学長コラム

本学の取り組みや教育活動、学生たちの活躍などの最新情報を中心に、時折、原科学長の研究テーマである参加と合意形成、環境アセスメントに関連した話題もお届けします。

今回は、2019年にスタートし、今年で全ての学生が受けるようになった基盤教育について書きます。

治道家が強く求められる時代に

ロシアによるウクライナ侵攻の早期の終息を強く願います。しかし、このような地域紛争は世界各地で絶えません。コロナ禍も世界中に広がっていますが、これが収束してもパンデミックが繰返し起こる可能性は残ります。そして、気候変動と生態系破壊という地球規模の環境問題があり、デジタル化の多方面での急速な進展による社会経済の大変革もあります。さらには、資本主義社会の行き詰まり。今はこれらが複合的に絡み合う、先の見えない時代です。

この先の見えない時代にグローバルな視点を持ち社会に貢献できる人材こそが、創設者遠藤隆吉先生の理念に基づき本学が目指してきた治道家です。治道家とは、大局的見地に立ち時代の変化を捉え、社会の諸課題を解決する、高い倫理観を備えた指導者です。治道家には倫理観の高さと共に、人々や社会に対して十分配慮する心、すなわち、仁がなければなりません。

基盤教育と治道家

そこで、本学は現代の治道家を育成すべく、専門教育と基盤教育の二本足での教育体制としました。専門教育だけでは視野が狭くなりがちです。専門力と共に、広い視野を持つ人材を育てる。本学は単科大学の時代から専門力をつけ人間力を養うという伝統があり、その結果、多くの立派な経営者が生まれました。この伝統を継承発展させるのが基盤教育です。

大きく変動する時代において、新たな問題に立ち向かい解決するには、何に義があるか、何が正しいことかを考え、判断する力が必要です。そのためには、幅広い教養と高い倫理観が求められます。そして、義があると判断すれば、それを果敢に実行する勇気、すなわち、行動力が必要です。

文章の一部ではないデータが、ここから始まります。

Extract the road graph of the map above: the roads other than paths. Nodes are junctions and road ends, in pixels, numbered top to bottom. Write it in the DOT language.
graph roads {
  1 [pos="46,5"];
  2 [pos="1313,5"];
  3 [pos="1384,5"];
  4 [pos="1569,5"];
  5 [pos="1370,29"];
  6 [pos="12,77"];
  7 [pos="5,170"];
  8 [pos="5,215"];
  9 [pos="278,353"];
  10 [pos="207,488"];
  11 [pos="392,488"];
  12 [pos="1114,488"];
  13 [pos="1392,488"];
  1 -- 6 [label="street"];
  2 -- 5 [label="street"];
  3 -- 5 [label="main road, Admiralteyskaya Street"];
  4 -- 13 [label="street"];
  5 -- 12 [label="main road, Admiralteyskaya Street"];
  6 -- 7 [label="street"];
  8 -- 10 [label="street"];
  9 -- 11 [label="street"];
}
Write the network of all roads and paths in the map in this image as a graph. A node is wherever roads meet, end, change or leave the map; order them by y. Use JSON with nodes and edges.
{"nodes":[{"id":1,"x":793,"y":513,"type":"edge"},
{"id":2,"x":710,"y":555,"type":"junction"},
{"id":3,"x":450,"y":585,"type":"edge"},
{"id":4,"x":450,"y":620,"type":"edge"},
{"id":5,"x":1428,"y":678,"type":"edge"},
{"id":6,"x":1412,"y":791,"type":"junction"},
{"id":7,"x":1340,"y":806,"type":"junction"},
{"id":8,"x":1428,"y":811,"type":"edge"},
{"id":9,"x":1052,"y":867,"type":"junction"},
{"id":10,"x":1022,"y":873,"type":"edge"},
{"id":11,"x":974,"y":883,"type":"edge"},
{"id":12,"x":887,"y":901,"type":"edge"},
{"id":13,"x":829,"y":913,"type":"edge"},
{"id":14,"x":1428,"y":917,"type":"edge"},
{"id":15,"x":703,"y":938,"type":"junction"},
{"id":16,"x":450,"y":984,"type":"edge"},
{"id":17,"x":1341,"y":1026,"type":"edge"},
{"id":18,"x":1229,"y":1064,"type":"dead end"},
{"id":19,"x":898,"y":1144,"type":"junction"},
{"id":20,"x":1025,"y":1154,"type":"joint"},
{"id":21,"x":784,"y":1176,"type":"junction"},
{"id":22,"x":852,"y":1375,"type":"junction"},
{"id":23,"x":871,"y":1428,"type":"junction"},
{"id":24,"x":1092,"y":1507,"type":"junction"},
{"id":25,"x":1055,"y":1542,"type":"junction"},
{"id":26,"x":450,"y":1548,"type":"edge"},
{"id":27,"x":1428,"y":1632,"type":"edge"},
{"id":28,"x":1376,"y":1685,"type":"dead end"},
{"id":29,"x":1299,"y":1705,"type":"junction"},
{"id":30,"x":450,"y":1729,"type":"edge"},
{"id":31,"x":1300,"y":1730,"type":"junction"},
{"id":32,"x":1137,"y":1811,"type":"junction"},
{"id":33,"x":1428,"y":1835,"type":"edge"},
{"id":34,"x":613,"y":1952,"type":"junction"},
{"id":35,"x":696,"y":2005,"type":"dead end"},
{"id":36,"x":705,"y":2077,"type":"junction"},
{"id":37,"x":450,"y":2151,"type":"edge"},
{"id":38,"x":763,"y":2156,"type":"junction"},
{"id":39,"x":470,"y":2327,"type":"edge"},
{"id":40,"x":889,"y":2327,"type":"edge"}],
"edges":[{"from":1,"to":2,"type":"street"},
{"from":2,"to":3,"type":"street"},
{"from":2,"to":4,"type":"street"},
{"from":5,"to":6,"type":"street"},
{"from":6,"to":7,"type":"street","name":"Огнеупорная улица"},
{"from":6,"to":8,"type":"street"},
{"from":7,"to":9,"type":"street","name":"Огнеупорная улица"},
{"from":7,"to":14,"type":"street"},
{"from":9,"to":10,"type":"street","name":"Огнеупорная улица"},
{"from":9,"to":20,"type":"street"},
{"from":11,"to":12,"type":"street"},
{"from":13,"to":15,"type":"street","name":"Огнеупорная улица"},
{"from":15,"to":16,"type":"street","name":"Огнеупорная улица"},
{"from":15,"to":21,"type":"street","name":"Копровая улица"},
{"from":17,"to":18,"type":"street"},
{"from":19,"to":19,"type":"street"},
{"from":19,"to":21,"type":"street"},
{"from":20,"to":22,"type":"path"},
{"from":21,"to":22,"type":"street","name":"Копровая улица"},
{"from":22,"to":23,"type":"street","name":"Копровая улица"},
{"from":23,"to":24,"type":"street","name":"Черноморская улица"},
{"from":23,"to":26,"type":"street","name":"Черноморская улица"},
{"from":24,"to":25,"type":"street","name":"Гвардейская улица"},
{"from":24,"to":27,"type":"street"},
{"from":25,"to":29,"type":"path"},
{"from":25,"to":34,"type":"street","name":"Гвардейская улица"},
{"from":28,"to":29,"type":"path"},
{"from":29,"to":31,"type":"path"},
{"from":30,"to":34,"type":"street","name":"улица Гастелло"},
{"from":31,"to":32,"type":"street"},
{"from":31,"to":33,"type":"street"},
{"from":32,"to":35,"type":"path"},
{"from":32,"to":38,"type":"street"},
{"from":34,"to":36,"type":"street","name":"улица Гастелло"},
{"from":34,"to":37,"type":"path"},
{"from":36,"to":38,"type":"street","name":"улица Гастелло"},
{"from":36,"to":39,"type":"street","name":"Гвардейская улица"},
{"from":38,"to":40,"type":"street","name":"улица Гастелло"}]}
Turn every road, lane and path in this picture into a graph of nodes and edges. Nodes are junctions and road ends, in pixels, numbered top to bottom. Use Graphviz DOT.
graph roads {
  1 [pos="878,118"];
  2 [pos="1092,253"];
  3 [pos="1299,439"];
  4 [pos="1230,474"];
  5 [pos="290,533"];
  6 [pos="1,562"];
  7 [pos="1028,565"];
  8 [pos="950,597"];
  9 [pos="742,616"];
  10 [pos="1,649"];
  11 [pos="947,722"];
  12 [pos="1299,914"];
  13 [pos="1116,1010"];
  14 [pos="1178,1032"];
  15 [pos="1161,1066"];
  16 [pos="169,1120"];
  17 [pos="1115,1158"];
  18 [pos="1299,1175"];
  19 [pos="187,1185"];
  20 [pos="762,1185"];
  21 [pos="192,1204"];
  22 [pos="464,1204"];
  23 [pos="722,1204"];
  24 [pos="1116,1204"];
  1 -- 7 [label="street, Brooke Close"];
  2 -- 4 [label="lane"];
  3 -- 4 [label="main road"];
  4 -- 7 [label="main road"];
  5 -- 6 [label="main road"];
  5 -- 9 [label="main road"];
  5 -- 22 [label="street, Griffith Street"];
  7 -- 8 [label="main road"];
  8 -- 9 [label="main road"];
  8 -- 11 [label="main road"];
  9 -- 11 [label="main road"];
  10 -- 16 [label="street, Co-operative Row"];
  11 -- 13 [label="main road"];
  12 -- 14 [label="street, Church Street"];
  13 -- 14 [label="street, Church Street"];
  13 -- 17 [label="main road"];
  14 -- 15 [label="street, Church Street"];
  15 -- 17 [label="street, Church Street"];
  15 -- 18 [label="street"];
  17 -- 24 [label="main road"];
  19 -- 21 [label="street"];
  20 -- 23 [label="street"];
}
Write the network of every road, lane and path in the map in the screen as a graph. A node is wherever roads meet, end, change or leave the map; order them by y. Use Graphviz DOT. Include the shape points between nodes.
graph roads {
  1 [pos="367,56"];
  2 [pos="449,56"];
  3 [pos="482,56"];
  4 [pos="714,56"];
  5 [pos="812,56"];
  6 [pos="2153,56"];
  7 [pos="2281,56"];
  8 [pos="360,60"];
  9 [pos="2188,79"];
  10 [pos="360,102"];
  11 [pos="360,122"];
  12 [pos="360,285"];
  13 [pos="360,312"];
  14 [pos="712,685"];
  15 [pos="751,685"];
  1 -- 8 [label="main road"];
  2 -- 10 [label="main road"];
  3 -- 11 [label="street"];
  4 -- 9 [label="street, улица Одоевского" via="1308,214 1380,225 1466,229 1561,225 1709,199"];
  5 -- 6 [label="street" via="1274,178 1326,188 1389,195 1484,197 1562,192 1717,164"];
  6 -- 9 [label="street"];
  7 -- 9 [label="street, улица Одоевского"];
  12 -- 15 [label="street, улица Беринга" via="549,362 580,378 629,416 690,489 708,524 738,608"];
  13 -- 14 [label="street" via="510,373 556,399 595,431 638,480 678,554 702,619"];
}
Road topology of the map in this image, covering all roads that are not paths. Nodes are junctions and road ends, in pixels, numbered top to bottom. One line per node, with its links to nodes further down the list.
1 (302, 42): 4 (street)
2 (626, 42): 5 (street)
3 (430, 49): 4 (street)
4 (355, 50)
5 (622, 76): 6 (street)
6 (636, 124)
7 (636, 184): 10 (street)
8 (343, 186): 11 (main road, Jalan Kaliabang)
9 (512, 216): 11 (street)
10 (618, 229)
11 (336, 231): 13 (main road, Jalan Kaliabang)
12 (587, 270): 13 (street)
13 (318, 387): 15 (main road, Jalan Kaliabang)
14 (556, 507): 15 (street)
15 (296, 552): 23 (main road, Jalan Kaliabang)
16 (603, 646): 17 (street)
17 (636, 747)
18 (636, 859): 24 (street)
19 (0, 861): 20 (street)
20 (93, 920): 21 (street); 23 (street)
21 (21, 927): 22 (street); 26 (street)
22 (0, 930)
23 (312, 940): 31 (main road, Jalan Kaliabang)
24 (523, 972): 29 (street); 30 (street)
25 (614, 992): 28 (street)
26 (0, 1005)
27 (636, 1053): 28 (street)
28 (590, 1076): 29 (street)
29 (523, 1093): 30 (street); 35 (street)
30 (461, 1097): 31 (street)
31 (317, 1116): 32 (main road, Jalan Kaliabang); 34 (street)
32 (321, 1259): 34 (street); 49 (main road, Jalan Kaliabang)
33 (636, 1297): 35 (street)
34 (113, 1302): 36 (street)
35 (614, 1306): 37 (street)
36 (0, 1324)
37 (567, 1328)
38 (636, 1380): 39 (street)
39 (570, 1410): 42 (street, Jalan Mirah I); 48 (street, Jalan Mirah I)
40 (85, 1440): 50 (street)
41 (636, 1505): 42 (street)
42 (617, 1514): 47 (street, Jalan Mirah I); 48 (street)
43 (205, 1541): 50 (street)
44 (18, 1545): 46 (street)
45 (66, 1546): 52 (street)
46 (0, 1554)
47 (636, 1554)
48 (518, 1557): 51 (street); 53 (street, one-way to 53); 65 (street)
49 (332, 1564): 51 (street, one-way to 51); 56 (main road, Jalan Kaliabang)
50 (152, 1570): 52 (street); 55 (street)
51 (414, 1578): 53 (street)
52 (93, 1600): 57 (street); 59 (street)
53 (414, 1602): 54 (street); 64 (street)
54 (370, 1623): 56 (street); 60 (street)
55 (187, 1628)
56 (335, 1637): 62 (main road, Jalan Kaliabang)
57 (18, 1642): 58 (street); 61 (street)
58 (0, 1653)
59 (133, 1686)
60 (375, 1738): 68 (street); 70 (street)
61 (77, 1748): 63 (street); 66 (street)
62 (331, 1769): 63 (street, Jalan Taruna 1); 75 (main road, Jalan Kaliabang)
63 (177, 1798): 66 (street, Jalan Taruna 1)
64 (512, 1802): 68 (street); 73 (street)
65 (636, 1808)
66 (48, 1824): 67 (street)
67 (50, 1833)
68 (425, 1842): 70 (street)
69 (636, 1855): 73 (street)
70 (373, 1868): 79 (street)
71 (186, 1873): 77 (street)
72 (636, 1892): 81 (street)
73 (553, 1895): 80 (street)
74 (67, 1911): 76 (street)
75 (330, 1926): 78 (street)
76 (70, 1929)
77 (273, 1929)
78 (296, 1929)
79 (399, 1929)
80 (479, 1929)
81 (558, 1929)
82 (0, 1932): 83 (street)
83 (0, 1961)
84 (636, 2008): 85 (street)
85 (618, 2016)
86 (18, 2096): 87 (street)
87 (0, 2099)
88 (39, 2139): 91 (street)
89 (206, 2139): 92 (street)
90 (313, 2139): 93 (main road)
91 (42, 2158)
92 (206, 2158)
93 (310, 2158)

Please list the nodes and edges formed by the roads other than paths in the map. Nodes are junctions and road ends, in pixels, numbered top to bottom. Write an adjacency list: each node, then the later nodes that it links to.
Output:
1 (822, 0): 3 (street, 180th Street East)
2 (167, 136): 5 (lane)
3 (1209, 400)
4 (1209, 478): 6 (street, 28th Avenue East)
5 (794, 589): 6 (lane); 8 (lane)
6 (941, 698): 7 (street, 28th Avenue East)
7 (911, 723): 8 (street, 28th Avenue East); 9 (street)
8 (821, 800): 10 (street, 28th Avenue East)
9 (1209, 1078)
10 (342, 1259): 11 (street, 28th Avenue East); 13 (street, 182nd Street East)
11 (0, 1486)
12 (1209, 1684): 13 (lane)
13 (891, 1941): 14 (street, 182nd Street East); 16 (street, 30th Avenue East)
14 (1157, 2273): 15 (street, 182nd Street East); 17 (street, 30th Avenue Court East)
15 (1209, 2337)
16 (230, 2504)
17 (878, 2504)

基盤教育科目には4つの分野がありますが、まず、【CUCベーシック】は、本学の学生としての基礎を修得します。「実学への招待」や「実学入門」などの科目で、建学の精神と理念を学びます。そして、幅広い教養を身に付けるための【共通教養】の分野。これは従来の社会科学、人文科学、自然科学に加え、歌舞伎や能、講談、落語、あるいは茶道や華道など伝統的な国民教養も含む、幅広い概念です。この2つの分野が治道家への入り 口です。

三言語とコミュニケーション力

3つ目の分野はコミュニケーションと情報に係るもので、自然言語、人工言語、会計言語の【三言語】です。自然言語は通常の言語で、人工言語は電子化した言語。情報処理の能力が必要です。本学の特色は会計言語を学ぶことです。会計の本質は事実情報の記録。正確な記録と保存、活用する力をつけます。

自然言語は日本語と外国語で、どちらも重要です。語学は表現力とともに論理的な思考力もつけてくれます。外国語を通じて世界の多様な文化や歴史、風土、 国民性などを知ることができます。多様性の理解を助け 、コミュニケーション力を養う分野が三言語です。

生涯にわたる学び

さらに、人生100年時代を生きるための基盤づくりも重要です。そこで、4つ目の分野、【生涯ケア】科目があります。人生をどう生きるか、キャリア形成について学び、真っ当なお金の使い方を身につけるために金融リテラシーを修得します。そして、生涯の健康維持のため、体育と健康管理も身につけます。

基盤教育は初年次を中心に、全学の学生が学部を超えて学びます。多様な経験や考えを持っている人がいることを、基盤教育科目のクラスで知ることができます。こうして、初年次に学部を超えた友人ができることが、皆さんの人生を豊かにしてくれます。もちろん、基盤教育科目は2年次以降も学ぶことができます。

基盤教育は本学の教育の二本足のひとつ。もう一本の足、専門教育では専門力をつけるとともに、治道家に向かっての成長を目指します。生涯にわたってこの目標を追い続けて下さい。